## TASK INSTRUCTIONS
Write all of the entries out again exactly.

## INPUT DATA
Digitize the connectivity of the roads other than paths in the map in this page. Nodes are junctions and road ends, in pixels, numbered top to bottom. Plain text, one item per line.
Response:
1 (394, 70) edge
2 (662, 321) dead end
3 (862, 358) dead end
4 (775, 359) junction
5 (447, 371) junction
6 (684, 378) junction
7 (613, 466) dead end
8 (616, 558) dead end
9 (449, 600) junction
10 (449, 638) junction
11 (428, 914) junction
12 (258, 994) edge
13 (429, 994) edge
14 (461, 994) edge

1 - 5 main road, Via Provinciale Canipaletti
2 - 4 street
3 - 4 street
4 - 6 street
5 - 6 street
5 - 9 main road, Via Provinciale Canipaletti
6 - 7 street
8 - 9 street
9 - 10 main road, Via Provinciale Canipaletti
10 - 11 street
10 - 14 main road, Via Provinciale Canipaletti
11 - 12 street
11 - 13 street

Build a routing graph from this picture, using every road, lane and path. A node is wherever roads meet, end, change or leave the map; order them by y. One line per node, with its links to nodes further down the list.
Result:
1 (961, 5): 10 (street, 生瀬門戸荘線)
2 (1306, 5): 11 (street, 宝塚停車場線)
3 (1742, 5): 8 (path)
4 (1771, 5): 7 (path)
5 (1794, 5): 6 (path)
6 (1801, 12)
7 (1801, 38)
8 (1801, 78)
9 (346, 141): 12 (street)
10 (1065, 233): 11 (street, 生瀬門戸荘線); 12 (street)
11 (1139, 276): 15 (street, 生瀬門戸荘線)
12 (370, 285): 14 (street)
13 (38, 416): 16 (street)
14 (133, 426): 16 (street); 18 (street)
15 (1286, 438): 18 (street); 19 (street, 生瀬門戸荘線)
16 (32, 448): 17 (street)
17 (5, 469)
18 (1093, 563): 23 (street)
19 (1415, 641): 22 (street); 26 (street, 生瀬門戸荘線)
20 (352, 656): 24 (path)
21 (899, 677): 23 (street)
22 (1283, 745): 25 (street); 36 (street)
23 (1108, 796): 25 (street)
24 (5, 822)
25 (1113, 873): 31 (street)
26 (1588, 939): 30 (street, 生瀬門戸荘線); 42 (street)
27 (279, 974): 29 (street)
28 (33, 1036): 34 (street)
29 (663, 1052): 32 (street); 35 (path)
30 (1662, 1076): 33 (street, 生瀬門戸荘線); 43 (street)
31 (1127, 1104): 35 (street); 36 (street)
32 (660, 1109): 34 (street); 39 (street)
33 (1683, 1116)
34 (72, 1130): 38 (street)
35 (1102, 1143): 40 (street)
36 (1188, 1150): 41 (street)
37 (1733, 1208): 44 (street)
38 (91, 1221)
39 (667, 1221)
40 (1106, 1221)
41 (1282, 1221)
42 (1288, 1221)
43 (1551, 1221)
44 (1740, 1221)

## ANSWER SECTION
Digitize the connectivity of the roads other than paths in the map in this page. Nodes are junctions and road ends, in pixels, numbered top to bottom. Plain text, one item per line.
Response:
1 (394, 70) edge
2 (662, 321) dead end
3 (862, 358) dead end
4 (775, 359) junction
5 (447, 371) junction
6 (684, 378) junction
7 (613, 466) dead end
8 (616, 558) dead end
9 (449, 600) junction
10 (449, 638) junction
11 (428, 914) junction
12 (258, 994) edge
13 (429, 994) edge
14 (461, 994) edge

1 - 5 main road, Via Provinciale Canipaletti
2 - 4 street
3 - 4 street
4 - 6 street
5 - 6 street
5 - 9 main road, Via Provinciale Canipaletti
6 - 7 street
8 - 9 street
9 - 10 main road, Via Provinciale Canipaletti
10 - 11 street
10 - 14 main road, Via Provinciale Canipaletti
11 - 12 street
11 - 13 street

Build a routing graph from this picture, using every road, lane and path. A node is wherever roads meet, end, change or leave the map; order them by y. One line per node, with its links to nodes further down the list.
Result:
1 (961, 5): 10 (street, 生瀬門戸荘線)
2 (1306, 5): 11 (street, 宝塚停車場線)
3 (1742, 5): 8 (path)
4 (1771, 5): 7 (path)
5 (1794, 5): 6 (path)
6 (1801, 12)
7 (1801, 38)
8 (1801, 78)
9 (346, 141): 12 (street)
10 (1065, 233): 11 (street, 生瀬門戸荘線); 12 (street)
11 (1139, 276): 15 (street, 生瀬門戸荘線)
12 (370, 285): 14 (street)
13 (38, 416): 16 (street)
14 (133, 426): 16 (street); 18 (street)
15 (1286, 438): 18 (street); 19 (street, 生瀬門戸荘線)
16 (32, 448): 17 (street)
17 (5, 469)
18 (1093, 563): 23 (street)
19 (1415, 641): 22 (street); 26 (street, 生瀬門戸荘線)
20 (352, 656): 24 (path)
21 (899, 677): 23 (street)
22 (1283, 745): 25 (street); 36 (street)
23 (1108, 796): 25 (street)
24 (5, 822)
25 (1113, 873): 31 (street)
26 (1588, 939): 30 (street, 生瀬門戸荘線); 42 (street)
27 (279, 974): 29 (street)
28 (33, 1036): 34 (street)
29 (663, 1052): 32 (street); 35 (path)
30 (1662, 1076): 33 (street, 生瀬門戸荘線); 43 (street)
31 (1127, 1104): 35 (street); 36 (street)
32 (660, 1109): 34 (street); 39 (street)
33 (1683, 1116)
34 (72, 1130): 38 (street)
35 (1102, 1143): 40 (street)
36 (1188, 1150): 41 (street)
37 (1733, 1208): 44 (street)
38 (91, 1221)
39 (667, 1221)
40 (1106, 1221)
41 (1282, 1221)
42 (1288, 1221)
43 (1551, 1221)
44 (1740, 1221)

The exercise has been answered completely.